Le cas BMW avait déjà été présenté l'an dernier dans cette rubrique, alors même que le groupe s'échangeait aux deux tiers de sa valeur comptable et à un multiple de neuf fois son profit annuel moyen réalisé sur la précédente décennie. Malgré la récente hausse du cours, la situation n'a guère évolué puisque le titre s'échange désormais à six fois ses profits et aux quatre-cinquièmes de sa valeur comptable.

Graphique BMW AG

Une basique somme des parties laisse elle aussi entrevoir une éventuelle sous-valorisation. A deux fois les capitaux propres du segment, par exemple, l'activité financement représente à elle seule €40 par action. A 90€ la cotation du titre, sans même s'arrêter sur le cash en excès, et une fois retraités les €40 à €50 par action liés à la joint-venture chinoise, l'activité automobile reste donc valorisée à presque zéro — à moins que le marché ne fasse le calcul inverse, et n'applique son discount aux activités chinoises.

On observa au passage que la rentabilité des capitaux propres (ROE) de l'activité financement n'atteint "que" 11%, ce qui traduit un recours limité à l'effet de levier, ici assez typique de la gestion conservatrice du constructeur allemand.

Attention : quoique séduisante sur le papier, ces approches via les PER et sommes des parties ne doivent pas faire perdre de vue que BMW demeure en premier chef valorisé par rapport à son rendement sur dividende. A ce titre, la poursuite de l'heureux momentum des dernières semaines découlera des prochaines distributions, attendues entre €4.5 et €5 par action ces trois prochaines années. Le cas échéant, le prix de l'action devrait alors aisément osciller entre 100 et 120 euros, pour un rendement de 4% à 5%.

L'actionnaire de référence — la famille Quandt — joue toujours le rôle stabilisateur qu'on attend d'un investisseur stratégique sur le long-terme. En pleine mania du tout-électrique, le groupe conserve grâce à cette assise une posture prudente et réaliste, ceci au risque de déplaire aux marchés de capitaux. Aux antipodes de ce que l'on observe ailleurs, subsiste chez lui une réelle volonté de ne pas promettre ce qu'il ne pourra pas délivrer.

BMW privilégie ainsi les profits aux effets de mode, même s'il anticipe lui aussi une électrification de la moitié du parc automobile mondial en 2030. Les actionnaires prospectifs apprécieront ce choix comme ils l'entendent : les uns avanceront qu'il est plus sage de se reposer sur des fondamentaux tangibles que sur de grandioses promesses ; là où les autres auront beau jeu de souligner que la valorisation boursière de BMW stagne quand celle de Tesla pulvérise les records.

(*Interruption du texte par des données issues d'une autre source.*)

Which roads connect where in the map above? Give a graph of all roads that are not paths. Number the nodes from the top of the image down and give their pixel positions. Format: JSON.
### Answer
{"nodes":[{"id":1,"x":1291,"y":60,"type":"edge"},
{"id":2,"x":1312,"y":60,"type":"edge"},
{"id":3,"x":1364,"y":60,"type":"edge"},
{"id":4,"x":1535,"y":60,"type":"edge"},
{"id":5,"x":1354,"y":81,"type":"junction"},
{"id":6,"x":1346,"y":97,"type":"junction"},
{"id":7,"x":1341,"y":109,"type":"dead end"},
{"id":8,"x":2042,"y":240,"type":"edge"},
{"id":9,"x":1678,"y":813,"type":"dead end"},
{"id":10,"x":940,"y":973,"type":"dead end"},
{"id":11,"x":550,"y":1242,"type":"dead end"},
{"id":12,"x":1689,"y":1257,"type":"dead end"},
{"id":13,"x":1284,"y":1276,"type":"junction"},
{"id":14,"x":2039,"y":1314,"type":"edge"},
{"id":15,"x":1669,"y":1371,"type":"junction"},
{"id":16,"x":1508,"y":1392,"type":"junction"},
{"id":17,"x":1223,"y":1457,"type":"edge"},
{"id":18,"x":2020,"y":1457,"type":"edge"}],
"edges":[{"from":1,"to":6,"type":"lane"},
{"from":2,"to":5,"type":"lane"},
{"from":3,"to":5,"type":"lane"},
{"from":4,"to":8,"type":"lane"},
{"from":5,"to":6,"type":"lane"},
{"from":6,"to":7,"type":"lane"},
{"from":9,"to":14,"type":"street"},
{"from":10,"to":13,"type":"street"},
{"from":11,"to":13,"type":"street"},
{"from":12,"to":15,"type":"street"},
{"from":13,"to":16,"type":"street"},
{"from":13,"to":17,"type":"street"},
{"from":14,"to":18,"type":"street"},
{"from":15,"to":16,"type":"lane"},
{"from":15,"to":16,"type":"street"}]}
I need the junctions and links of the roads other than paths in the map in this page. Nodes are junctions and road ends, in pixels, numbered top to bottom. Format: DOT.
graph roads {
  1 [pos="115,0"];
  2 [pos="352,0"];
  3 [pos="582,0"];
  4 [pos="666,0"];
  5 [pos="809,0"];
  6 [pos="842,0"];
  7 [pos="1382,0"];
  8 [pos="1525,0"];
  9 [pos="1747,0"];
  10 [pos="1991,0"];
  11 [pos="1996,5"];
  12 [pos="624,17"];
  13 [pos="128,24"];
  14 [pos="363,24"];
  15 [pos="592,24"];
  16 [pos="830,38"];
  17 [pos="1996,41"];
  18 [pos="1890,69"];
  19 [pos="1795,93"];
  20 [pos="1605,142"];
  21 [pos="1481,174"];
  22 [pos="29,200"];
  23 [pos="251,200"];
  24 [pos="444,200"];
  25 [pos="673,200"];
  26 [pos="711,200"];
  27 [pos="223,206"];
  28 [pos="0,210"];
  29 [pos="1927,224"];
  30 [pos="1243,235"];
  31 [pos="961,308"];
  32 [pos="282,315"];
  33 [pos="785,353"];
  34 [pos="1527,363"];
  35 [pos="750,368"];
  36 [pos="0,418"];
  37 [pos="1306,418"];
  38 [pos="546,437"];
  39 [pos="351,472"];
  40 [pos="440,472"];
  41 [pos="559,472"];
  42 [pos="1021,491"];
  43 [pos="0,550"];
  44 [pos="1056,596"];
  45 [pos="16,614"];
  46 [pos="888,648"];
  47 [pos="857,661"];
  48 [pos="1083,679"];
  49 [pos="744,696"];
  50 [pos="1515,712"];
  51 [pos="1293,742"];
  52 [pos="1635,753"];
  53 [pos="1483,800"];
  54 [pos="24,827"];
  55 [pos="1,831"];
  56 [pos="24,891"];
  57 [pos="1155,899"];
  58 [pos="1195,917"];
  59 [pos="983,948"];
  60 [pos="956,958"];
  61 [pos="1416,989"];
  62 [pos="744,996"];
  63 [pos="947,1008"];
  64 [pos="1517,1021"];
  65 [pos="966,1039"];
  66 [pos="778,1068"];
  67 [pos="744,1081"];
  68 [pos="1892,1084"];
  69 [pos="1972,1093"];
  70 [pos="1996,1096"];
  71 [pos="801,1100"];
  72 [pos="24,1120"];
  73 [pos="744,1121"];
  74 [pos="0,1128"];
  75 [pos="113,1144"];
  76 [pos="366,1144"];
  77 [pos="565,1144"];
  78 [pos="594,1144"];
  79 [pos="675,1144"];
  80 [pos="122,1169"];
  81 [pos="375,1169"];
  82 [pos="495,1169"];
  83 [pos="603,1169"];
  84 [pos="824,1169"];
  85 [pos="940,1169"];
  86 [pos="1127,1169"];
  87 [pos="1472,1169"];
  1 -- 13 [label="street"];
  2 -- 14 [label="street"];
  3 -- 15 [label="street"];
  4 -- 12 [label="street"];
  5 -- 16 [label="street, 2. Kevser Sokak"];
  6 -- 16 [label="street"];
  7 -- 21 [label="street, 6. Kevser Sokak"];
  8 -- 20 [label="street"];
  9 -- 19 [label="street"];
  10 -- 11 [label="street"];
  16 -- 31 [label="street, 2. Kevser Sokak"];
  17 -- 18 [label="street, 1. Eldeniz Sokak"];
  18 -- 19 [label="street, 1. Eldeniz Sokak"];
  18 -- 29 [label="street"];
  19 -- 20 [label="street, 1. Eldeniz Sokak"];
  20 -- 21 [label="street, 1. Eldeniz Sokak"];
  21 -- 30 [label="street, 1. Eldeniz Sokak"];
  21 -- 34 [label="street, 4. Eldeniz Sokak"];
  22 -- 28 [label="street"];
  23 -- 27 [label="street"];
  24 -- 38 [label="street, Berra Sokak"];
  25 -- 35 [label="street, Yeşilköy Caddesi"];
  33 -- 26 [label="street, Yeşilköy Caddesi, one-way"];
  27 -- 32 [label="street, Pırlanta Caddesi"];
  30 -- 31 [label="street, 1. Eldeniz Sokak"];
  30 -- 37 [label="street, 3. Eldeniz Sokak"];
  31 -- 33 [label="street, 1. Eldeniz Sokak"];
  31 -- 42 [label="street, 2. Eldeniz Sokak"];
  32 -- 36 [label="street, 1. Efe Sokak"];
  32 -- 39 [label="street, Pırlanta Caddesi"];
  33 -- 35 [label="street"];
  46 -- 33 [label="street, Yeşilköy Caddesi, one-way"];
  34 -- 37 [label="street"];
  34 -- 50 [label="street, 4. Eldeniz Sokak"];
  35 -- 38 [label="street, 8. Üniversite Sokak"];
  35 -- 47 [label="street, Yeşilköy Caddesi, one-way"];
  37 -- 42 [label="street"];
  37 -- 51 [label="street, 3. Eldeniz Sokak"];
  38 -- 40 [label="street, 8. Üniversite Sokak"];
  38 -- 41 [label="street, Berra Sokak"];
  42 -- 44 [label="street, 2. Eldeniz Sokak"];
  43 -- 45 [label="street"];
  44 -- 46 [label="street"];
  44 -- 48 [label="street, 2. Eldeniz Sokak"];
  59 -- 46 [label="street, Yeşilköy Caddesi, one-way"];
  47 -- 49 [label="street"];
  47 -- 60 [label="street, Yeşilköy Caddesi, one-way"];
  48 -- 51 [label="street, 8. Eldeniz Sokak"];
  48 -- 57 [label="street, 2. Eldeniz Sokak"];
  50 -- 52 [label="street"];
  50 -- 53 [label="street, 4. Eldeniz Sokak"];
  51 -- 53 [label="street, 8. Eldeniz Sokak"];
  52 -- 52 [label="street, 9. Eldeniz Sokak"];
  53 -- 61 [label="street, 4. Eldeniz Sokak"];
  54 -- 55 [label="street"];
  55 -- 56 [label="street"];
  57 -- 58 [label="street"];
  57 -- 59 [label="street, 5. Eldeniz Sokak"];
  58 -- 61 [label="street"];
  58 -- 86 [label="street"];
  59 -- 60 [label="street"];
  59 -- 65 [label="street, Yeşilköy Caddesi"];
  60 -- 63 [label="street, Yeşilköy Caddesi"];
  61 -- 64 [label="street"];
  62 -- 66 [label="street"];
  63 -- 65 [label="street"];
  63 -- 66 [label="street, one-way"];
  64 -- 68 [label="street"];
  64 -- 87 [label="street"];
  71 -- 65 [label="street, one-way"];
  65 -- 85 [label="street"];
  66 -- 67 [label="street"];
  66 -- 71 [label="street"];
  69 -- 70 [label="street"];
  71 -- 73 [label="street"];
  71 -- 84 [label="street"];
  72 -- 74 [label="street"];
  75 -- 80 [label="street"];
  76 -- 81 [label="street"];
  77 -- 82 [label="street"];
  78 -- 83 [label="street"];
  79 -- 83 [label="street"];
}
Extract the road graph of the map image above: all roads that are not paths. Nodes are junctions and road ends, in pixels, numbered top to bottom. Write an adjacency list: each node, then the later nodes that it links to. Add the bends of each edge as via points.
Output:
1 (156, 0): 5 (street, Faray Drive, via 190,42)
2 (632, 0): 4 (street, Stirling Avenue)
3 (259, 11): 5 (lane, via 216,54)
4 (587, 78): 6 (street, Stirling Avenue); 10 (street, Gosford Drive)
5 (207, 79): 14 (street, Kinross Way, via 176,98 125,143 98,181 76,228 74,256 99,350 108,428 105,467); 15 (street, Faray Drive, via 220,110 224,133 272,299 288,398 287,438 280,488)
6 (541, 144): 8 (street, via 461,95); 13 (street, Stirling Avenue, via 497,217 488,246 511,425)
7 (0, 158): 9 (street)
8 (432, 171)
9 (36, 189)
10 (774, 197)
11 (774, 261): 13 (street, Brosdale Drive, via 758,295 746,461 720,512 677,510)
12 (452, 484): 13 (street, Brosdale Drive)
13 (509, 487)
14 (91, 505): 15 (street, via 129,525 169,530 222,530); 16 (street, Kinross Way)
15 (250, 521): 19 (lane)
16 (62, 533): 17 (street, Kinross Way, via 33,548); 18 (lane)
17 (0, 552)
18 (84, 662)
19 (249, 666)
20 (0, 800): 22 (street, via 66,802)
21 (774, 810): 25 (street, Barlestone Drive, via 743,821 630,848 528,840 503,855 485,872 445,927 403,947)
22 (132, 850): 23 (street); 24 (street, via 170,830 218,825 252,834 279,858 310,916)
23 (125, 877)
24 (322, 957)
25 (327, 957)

Le groupe allemand rappelle toutefois qu'il est celui qui vend le plus de véhicules électriques parmi les constructeurs premium, et que son budget R&D — autofinancé, à l'inverse d'un Daimler ou d'un Tesla — écrase la concurrence. On notera pour l'anecdote que le management de BMW ne considère pas Tesla comme appartenant au segment premium, et qu'il compte parmi ses ventes de véhicules "électrifiés" les modèles hybrides.

Bref, les risques — hier le ralentissement en Europe ou les taxes douanières aux Etats-Unis ; aujourd'hui la crainte d'un essoufflement chinois, d'une reprise de l'inflation ou d'un positionnement pas assez ambitieux sur la voiture électrique — sont réels mais ils n'ont jusqu'ici guère entamé l'insolente performance financière du groupe. Même les sanctions européennes relatives aux tests d'émissions manipulés seront passées comme une lettre à la poste, puisqu'elles n'auront coûté à BMW qu'un quart du montant provisionné par ce dernier.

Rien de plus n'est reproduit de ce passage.